It was not for the first time in his life that he had pressed against the iron gates of interest and formula and oppression, and only bruised his breast and torn his hands.

He had a little sum of money put by in case of illness and for his burial; that was the only fund on which he could draw to take him to Rome and keep him when there, and it was so small that it would be soon exhausted. He passed the best part of the night doubting which way his duty pointed. He fasted, prayed, and communed with his soul, and at length it seemed to him as if a voice from without said to him, "Take up your staff, and go." For the journey appalled him, and where his inclination pointed he had taught himself to see error. He shrank inexpressibly from going into the noise and glare and crowd of men; he clung to his solitude as a timid animal to its lair; and therefore he felt persuaded that he ought to leave Ruscino on his errand, because it was so acutely painful to him.

Whilst he should be gone Adone at least would do nothing rash; would of course await the issue of his investigations. Time brings council, and time, he hoped, would in this instance befriend him. He had already obtained the necessary permission to leave his parish; he then asked for a young friend from San Beda to take his place in the village; left his little dog to the care of Nerina; took his small hoard in a leathern bag strapped to his loins, and went on his way at daybreak along the southwest portion of the valley, to cover on foot the long distance which lay between him and the nearest place at which a public vehicle went twice a week to a railway station; whence he could take the train to Terni and so to Rome.

Adone accompanied him the first half of the way, but they said little to one another; their hearts were full. Adone could not forget the rebuke given to him, and Don Silverio was too wise a man to lean heavily on a sore and aching wound, or repeat counsels already given and rejected.

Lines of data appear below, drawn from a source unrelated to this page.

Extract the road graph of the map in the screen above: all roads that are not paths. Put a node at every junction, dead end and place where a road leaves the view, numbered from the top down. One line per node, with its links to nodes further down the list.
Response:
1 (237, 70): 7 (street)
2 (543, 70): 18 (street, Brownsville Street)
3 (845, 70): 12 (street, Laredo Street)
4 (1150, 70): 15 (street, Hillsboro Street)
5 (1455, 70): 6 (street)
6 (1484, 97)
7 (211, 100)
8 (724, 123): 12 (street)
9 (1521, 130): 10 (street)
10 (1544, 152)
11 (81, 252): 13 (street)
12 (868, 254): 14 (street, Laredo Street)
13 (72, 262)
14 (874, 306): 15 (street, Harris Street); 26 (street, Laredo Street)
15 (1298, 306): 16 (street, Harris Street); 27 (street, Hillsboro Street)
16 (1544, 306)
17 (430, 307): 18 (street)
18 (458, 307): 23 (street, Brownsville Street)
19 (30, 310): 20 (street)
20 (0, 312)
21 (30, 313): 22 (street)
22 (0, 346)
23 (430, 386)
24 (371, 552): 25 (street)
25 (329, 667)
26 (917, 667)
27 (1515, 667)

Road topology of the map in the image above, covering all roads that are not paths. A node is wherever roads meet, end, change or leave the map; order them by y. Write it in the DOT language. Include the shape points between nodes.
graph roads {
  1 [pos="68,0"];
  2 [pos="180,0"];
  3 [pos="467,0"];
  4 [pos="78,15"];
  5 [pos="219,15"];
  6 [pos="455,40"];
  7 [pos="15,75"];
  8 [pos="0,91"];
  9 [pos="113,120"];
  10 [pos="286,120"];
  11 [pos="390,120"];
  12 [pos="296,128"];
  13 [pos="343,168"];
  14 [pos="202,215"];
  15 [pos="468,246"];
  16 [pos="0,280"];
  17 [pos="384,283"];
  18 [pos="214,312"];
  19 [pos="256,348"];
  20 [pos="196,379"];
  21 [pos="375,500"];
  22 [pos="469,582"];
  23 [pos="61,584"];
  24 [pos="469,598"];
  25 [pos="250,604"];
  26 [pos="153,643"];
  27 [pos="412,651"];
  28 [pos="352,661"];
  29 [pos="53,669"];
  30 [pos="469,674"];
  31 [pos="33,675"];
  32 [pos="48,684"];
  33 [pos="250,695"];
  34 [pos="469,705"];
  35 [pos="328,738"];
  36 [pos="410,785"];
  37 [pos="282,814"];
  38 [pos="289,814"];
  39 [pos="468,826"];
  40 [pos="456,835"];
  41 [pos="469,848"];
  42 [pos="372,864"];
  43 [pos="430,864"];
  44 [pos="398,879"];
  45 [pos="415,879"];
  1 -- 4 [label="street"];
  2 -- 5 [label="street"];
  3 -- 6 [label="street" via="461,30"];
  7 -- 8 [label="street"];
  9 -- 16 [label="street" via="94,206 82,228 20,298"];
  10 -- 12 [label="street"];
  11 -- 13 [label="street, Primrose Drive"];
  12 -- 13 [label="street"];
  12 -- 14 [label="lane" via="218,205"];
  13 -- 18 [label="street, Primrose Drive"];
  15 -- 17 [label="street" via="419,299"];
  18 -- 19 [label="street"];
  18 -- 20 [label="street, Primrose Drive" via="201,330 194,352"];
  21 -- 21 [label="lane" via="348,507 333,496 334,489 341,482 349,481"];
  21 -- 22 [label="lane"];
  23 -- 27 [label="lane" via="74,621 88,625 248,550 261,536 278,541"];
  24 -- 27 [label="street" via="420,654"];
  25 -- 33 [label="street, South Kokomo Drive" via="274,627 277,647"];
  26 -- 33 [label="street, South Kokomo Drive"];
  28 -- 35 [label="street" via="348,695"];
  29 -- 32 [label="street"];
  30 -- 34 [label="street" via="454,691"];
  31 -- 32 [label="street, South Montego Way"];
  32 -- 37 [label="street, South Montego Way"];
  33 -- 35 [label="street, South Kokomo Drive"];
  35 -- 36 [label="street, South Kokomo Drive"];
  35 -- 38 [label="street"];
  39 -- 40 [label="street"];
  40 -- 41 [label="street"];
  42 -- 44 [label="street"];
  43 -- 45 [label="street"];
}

At the third milestone he stopped and begged, in a tone which was a command, the young man to return home.

"Do not leave your land for me," he said. "Every hour is of gold at this season. Go back, my son! I pray that I may bring you peace."

"Give me your blessing," said Adone meekly, and he knelt down in the dust of the roadside. His friend gave it; then their hands met in silent farewell.

The sun had risen, and the cold clear air was yielding to its rays. The young man reluctantly turned back, and left the priest to go onward alone, a tall, dark figure in the morning light; the river running between acacia thickets and rushes on his right. Before long he was forced to leave the course of the stream, and ascend a rugged and precipitous road which mounted southward and westward through oak woods into the mountains between the Leonessa and Gran Sasso, until it reached a shrunken, desolate village, with fine Etruscan and Roman remains left to perish, and a miserable hostelry, with the miserable diligences starting from it on alternate days, the only remains of its former posting activity. There he arrived late in the evening, and broke his fast on a basin of bean soup, then rested on a bench, for he could not bring himself to enter the filthy bed which was alone to be obtained, and spent the following morning examining the ancient ruins, for the conveyance did not start until four o'clock in the afternoon. When that hour came he made one of the travellers, all country folks, who were packed close as pigeons in a crate in the ramshackle, noisy, broken-down vehicle, which lumbered on its way behind its lean and suffering horses, through woods and hills and along mountain passes of a grandeur and a beauty on which the eyes of educated travellers rarely looked.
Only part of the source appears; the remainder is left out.